A productive relationship with clients enables you to better understand their needs and for them to more fully understand what you have to offer for their needs and ideally those of prospective customers. Most often clients are only be aware of a small percentage of what a business does so repeat business is not fully exhausted and potential revenue is lost. Improving your client relationship simply makes sense and thus it’s worth injecting more effort into it immediately.

A Productive Relationship With Your Clients

1. Listen More Than You Speak – and answer more than you question. No-one likes being endlessly quizzed about each and every part of their business and their requirements, it’s a real off-putter. You need to understand what someone needs in order to determine whether you have anything to offer but it’s far better if it comes out as part of a natural conversation. Once people are at ease they are far more willing to talk about the things they are passionate about, i.e. their business, so it always pays to spend a little time on the small-talk to start with.

2. What Isn’t Being Said – listen out for what people aren’t saying when you get into conversations about business needs.
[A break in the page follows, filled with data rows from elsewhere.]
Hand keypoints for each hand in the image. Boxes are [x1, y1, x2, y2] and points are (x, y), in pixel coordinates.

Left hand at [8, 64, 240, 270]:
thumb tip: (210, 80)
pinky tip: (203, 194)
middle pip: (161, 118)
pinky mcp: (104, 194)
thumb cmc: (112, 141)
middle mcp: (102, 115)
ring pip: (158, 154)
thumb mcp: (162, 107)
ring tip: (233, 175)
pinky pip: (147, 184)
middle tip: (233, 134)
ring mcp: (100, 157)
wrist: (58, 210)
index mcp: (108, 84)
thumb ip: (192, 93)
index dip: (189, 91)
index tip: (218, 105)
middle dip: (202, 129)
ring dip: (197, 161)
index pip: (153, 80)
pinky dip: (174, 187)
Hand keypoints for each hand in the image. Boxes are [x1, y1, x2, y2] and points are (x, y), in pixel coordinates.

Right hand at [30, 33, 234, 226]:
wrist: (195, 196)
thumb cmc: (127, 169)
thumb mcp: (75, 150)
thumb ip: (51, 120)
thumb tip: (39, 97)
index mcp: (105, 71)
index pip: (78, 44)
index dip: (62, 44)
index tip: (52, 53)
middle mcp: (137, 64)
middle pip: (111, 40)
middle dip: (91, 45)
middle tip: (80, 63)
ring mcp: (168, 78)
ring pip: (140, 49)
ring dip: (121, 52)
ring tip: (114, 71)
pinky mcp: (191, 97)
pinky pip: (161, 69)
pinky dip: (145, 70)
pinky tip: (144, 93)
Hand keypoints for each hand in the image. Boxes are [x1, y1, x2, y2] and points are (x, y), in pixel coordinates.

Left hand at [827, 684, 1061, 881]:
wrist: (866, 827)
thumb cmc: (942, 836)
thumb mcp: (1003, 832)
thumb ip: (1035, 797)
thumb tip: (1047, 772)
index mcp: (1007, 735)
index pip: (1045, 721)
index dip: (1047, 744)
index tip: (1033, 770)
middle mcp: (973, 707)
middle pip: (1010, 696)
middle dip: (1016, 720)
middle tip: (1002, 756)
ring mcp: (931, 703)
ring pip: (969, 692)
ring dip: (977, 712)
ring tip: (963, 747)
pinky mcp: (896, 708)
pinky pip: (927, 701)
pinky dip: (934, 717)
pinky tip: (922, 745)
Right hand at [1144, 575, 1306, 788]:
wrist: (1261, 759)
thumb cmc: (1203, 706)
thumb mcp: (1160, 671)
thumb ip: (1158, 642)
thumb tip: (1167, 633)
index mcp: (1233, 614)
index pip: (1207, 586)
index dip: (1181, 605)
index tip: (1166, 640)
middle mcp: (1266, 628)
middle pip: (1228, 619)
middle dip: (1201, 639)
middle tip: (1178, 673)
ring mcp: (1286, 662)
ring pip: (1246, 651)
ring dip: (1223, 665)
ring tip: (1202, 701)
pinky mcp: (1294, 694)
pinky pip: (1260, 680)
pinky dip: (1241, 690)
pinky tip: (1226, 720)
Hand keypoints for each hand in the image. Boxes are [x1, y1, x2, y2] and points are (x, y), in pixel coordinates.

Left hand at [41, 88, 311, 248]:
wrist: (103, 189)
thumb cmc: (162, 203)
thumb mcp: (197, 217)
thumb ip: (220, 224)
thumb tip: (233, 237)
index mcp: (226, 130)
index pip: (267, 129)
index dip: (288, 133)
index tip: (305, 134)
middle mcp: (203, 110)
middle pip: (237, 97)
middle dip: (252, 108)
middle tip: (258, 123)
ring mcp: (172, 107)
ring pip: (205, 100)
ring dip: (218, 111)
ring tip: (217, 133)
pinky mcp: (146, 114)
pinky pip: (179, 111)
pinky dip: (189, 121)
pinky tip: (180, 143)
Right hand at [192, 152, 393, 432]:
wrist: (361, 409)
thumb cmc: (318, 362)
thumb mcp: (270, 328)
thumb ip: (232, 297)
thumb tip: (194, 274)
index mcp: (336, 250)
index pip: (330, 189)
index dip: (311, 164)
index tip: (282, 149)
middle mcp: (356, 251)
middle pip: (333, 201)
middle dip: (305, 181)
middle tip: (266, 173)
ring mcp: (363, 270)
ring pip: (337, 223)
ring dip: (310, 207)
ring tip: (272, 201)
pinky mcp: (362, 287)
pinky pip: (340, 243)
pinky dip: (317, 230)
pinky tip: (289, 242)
It may be that they don’t believe they have a need in that area or that another supplier is already satisfying those needs. Either way, it’s worth gently probing just to find out if there is an opportunity for you to offer something that maybe your client wasn’t aware you provided.

3. Explore The Boundaries – your understanding of your client and their understanding of you is probably based on previous or existing business or maybe on the referral from someone else. It doesn’t matter how you get round to having the discussion but you must always remember that the client only knows what they know based on what they’ve experienced or have been told. Make sure you let them know of the related products and services that might be of interest to them and enquire about other opportunities in their business. It’s surprising but even established business relationships built on a singular service or product can be developed into something more.

4. Genuine Feedback For Free – yes free. Don’t go giving away all your IPR but be generous in offering advice and thoughts to your clients as a way of building trust. Remember, the more the client trusts you the more likely they are to tell other businesses about you and we all know that is the best form of marketing we can get.

5. Don’t Push But Be Prompt – anyone knows that a pushy salesperson gets nowhere in the long-run but once you have committed to a delivery of your product or service you have to be prompt about it. A strong relationship built up over years might get away with a late delivery occasionally providing the client is kept informed along the way and they are assured that it won’t happen again but it takes an enormous amount of excellent service before then for that to happen. Keep your client appraised of how deliveries are coming along, provide regular updates on progress (even if they aren’t expecting the updates) and be completely transparent especially if and when problems do arise – honesty is the key. Above all, don’t make a promise you know you will have difficulty delivering on. Far better to be open to start with and deliver what was expected than to surprise your client with a great offering only to let them down later.

Excellent client relationships are the key to all business success yet it’s surprising just how often it gets forgotten and 100% of the effort goes into selling a product or delivering a service. Yes, you will get known for your product or service providing they are truly market leading but your clients have ever-changing needs and you need to be constantly aware of them.